This 1909 work perfectly illustrates Henri-Edmond Cross’s mastery of Neo-Impressionist art.
The Mediterranean landscape unfolds according to the divisionist technique characteristic of the movement: each pure tone, applied in distinct touches, optically dialogues with its neighbors to create color vibrations of remarkable intensity.

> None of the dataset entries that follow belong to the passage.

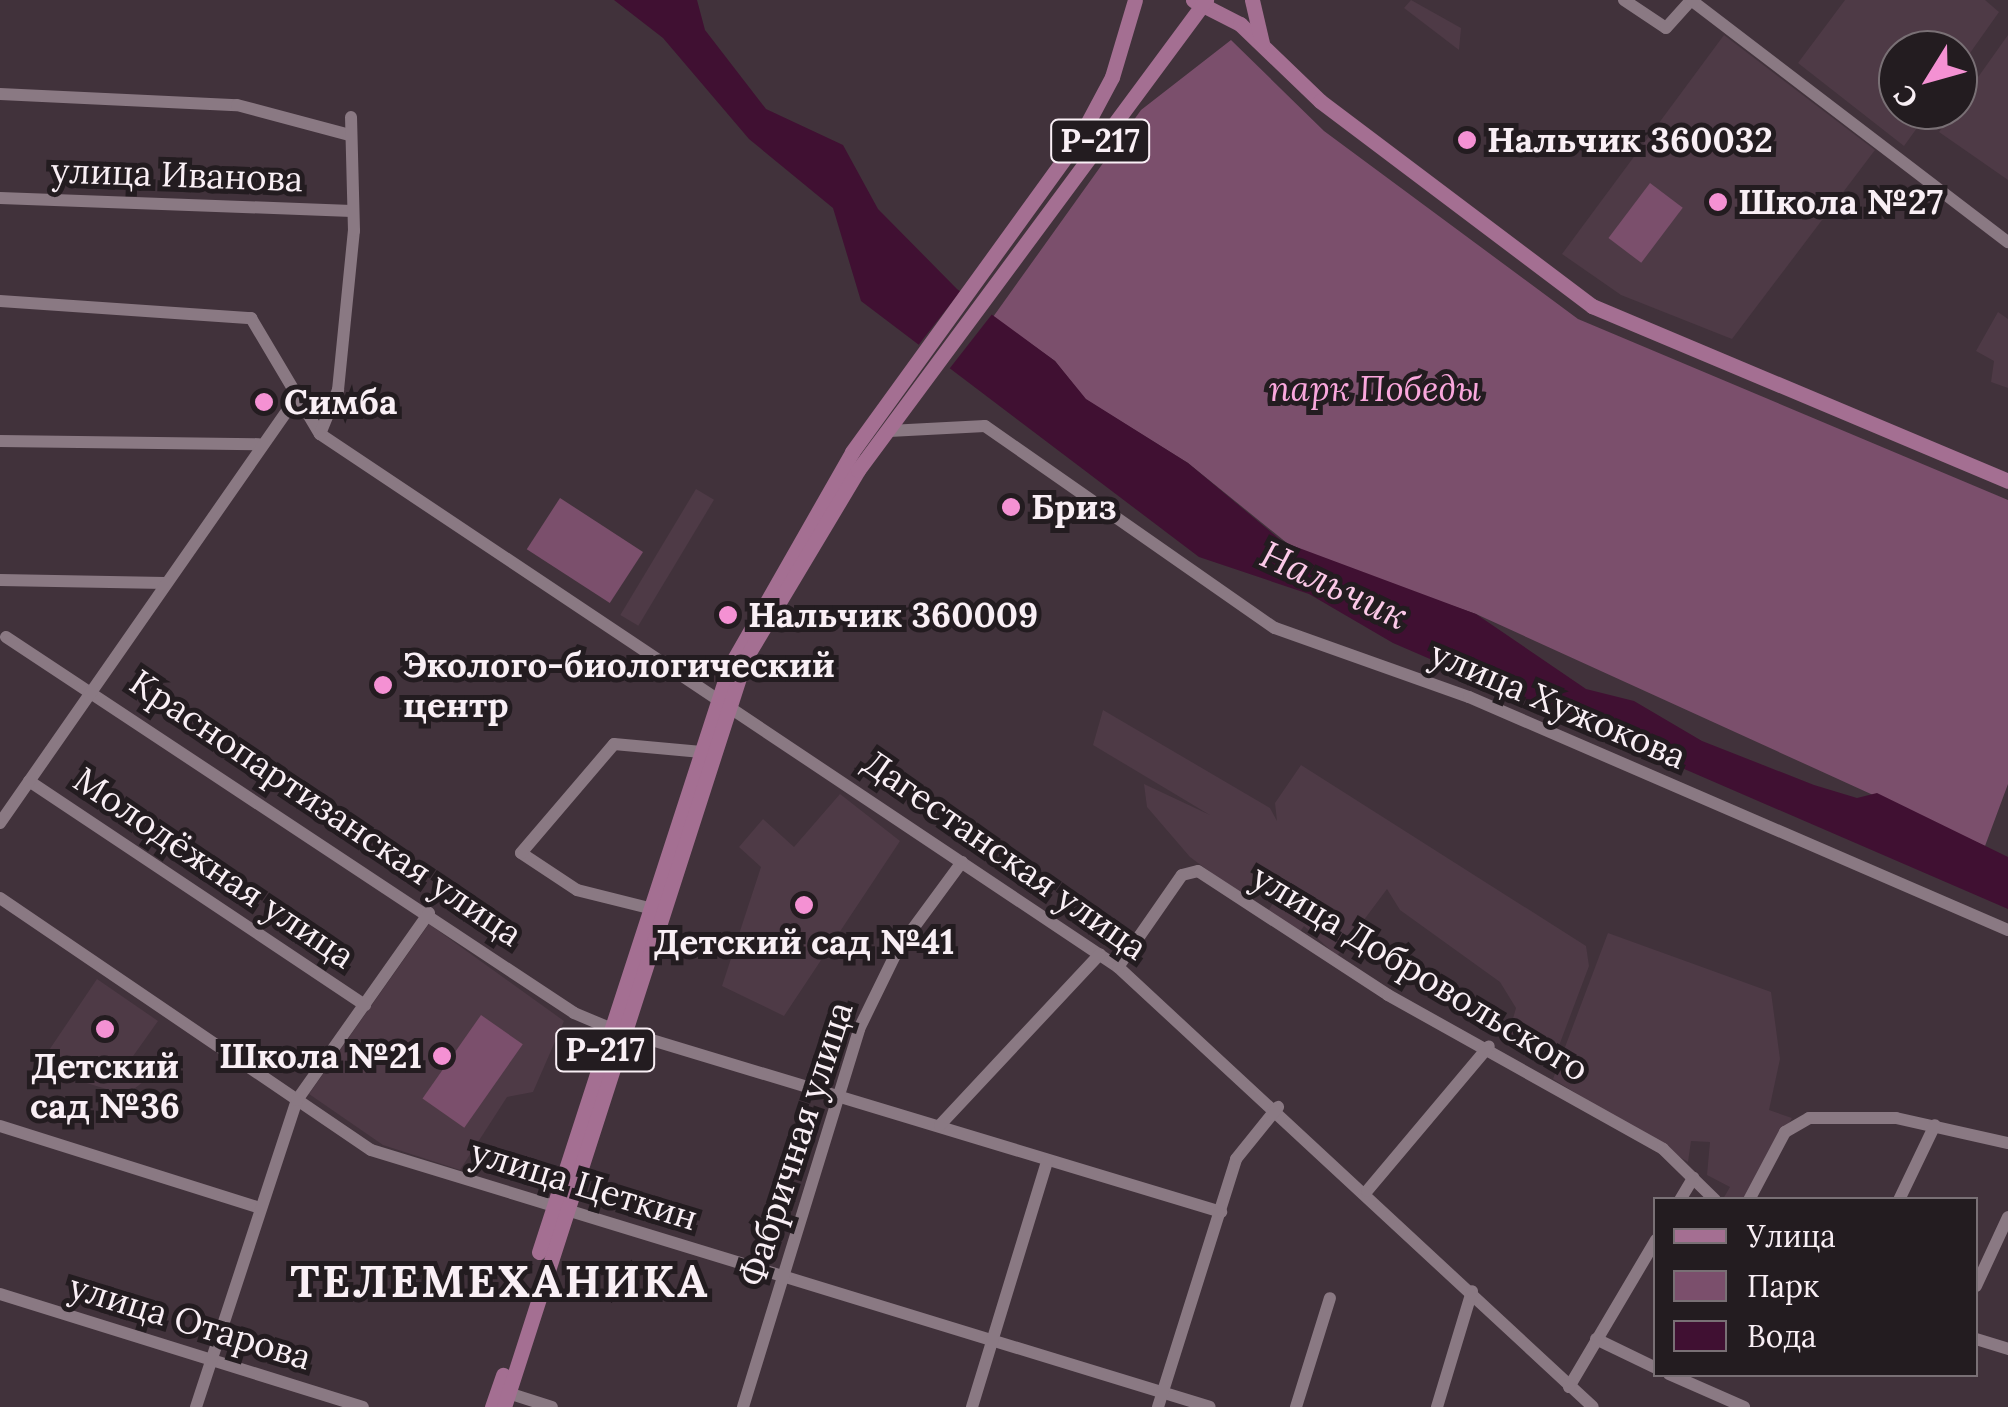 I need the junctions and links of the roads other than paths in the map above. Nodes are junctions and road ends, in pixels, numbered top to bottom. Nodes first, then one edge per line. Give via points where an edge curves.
1 (1135, 0) edge
2 (1252, 0) edge
3 (1624, 0) edge
4 (1691, 0) edge
5 (1200, 1) edge
6 (1262, 44) junction
7 (0, 94) edge
8 (350, 117) dead end
9 (350, 136) junction
10 (0, 198) edge
11 (352, 212) junction
12 (2008, 242) edge
13 (0, 302) edge
14 (294, 401) junction
15 (889, 431) junction
16 (320, 434) junction
17 (0, 441) edge
18 (260, 444) junction
19 (2008, 480) edge
20 (0, 580) edge
21 (165, 584) junction
22 (6, 637) dead end
23 (96, 688) junction
24 (723, 697) junction
25 (702, 752) junction
26 (29, 782) junction
27 (0, 823) edge
28 (962, 862) junction
29 (0, 898) edge
30 (653, 909) junction
31 (429, 913) junction
32 (2008, 930) edge
33 (1100, 954) junction
34 (1118, 967) junction
35 (365, 1005) junction
36 (617, 1030) junction
37 (1489, 1046) junction
38 (837, 1094) junction
39 (297, 1100) junction
40 (1278, 1107) junction
41 (1935, 1125) junction
42 (0, 1126) edge
43 (940, 1126) junction
44 (2008, 1144) edge
45 (1046, 1161) junction
46 (1693, 1178) junction
47 (1367, 1191) junction
48 (1682, 1197) edge
49 (1713, 1197) edge
50 (1750, 1197) edge
51 (1900, 1197) edge
52 (257, 1207) junction
53 (557, 1210) junction
54 (1220, 1212) junction
55 (2008, 1217) edge
56 (1653, 1245) edge
57 (784, 1276) junction
58 (1978, 1282) edge
59 (1472, 1292) junction
60 (0, 1294) edge
61 (1330, 1298) dead end
62 (1596, 1339) junction
63 (1978, 1340) edge
64 (994, 1341) junction
65 (2008, 1349) edge
66 (210, 1359) junction
67 (1653, 1367) edge
68 (1676, 1377) edge
69 (1569, 1387) junction
70 (1163, 1392) junction
71 (506, 1400) edge
72 (196, 1407) edge
73 (363, 1407) edge
74 (492, 1407) edge
75 (552, 1407) edge
76 (743, 1407) edge
77 (972, 1407) edge
78 (1158, 1407) edge
79 (1210, 1407) edge
80 (1296, 1407) edge
81 (1437, 1407) edge
82 (1593, 1407) edge
83 (1744, 1407) edge

1 - 24 main road, Р-217 via 1103,96 986,275 833,482
2 - 6 main road
3 - 4 street via 1666,28
4 - 12 street
5 - 6 main road
5 - 15 main road, Р-217 via 1000,287
6 - 19 main road via 1320,101 1592,306
7 - 9 street via 237,105
8 - 9 street
9 - 11 street
10 - 11 street, улица Иванова
11 - 16 street via 338,390
13 - 14 street, Дагестанская улица via 243,314 262,332
14 - 16 street, Дагестанская улица
14 - 18 street
15 - 24 main road, Р-217 via 824,522
15 - 32 street, улица Хужокова via 985,426 1275,628 1470,697
16 - 24 street, Дагестанская улица
17 - 18 street
18 - 21 street
20 - 21 street
21 - 23 street
22 - 23 street, Краснопартизанская улица
23 - 26 street
23 - 31 street, Краснопартизанская улица
24 - 25 main road, Р-217
24 - 28 street, Дагестанская улица
24 - 36 main road, Р-217
25 - 30 main road, Р-217
25 - 30 street via 614,744 523,848 577,890
26 - 27 street
26 - 35 street, Молодёжная улица
28 - 33 street, Дагестанская улица
28 - 38 street, Фабричная улица via 898,950
29 - 39 street, улица Цеткин
30 - 36 main road, Р-217
31 - 35 street
31 - 36 street, Краснопартизанская улица
33 - 34 street, Дагестанская улица
33 - 43 street
34 - 37 street, улица Добровольского via 1189,869 1388,995
34 - 40 street, Дагестанская улица
35 - 39 street
36 - 38 street, Краснопартизанская улица
36 - 53 main road, Р-217
37 - 46 street, улица Добровольского via 1663,1148
37 - 47 street
38 - 43 street, Краснопартизанская улица
38 - 57 street, Фабричная улица
39 - 52 street
39 - 53 street, улица Цеткин via 371,1150
40 - 47 street, Дагестанская улица
40 - 54 street via 1242,1144
41 - 44 street
41 - 50 street via 1801,1120
41 - 51 street
42 - 52 street
43 - 45 street, Краснопартизанская улица
45 - 54 street, Краснопартизанская улица
45 - 64 street
46 - 48 street
46 - 49 street, улица Добровольского
47 - 59 street, Дагестанская улица
52 - 66 street
53 - 57 street, улица Цеткин
53 - 71 main road, Р-217
53 - 74 main road, Р-217
54 - 70 street
55 - 58 street
56 - 62 street
57 - 64 street, улица Цеткин
57 - 76 street, Фабричная улица
59 - 69 street, Дагестанская улица
59 - 81 street
60 - 66 street, улица Отарова
61 - 80 street
62 - 67 street
62 - 69 street
63 - 65 street
64 - 70 street, улица Цеткин
64 - 77 street
66 - 72 street
66 - 73 street, улица Отарова
68 - 83 street
69 - 82 street, Дагестанская улица
70 - 78 street
70 - 79 street, улица Цеткин
71 - 75 street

The artist skillfully orchestrates chromatic contrasts, opposing the golden oranges of sun-drenched terrain with deep violets of shadowed areas, while emerald greens of vegetation come alive with pink and blue reflections. The composition reveals an assumed decorative approach: Cross deliberately varies the density of his impasto, sometimes allowing the white canvas preparation to show through, thus creating a captivating visual rhythm. This technical freedom transforms the naturalistic motif into a symphony of pure colors where each point of pigment participates in the overall harmony.
For further exploration
- Valley with Fir (Shade on the Mountain), by Henri-Edmond Cross, 1909
- 73.7 x 90.2 cm (29 x 35 1/2 in.)
- The Metropolitan Museum of Art, Fifth Avenue, New York, displayed in Gallery 961
- https://www.metmuseum.org/art/collection/search/459094
Henri-Edmond Cross, born Henri-Edmond Delacroix (1856-1910), ranks among the essential protagonists of the French Neo-Impressionist movement. Originally from Douai, he discovered the divisionist painting of Georges Seurat and Paul Signac. Settling in the South of France from 1891, Cross found in Mediterranean light the ideal inspiration to develop his chromatic palette. His Provençal landscapes, bathed in brilliant luminosity, influenced the future Fauves, notably Henri Matisse. Cross regularly participated in the Salons des Indépendants and exhibited with the Neo-Impressionist group, defending until his premature death in 1910 this revolutionary aesthetic that definitively liberated color from its descriptive function to make it an autonomous expressive language.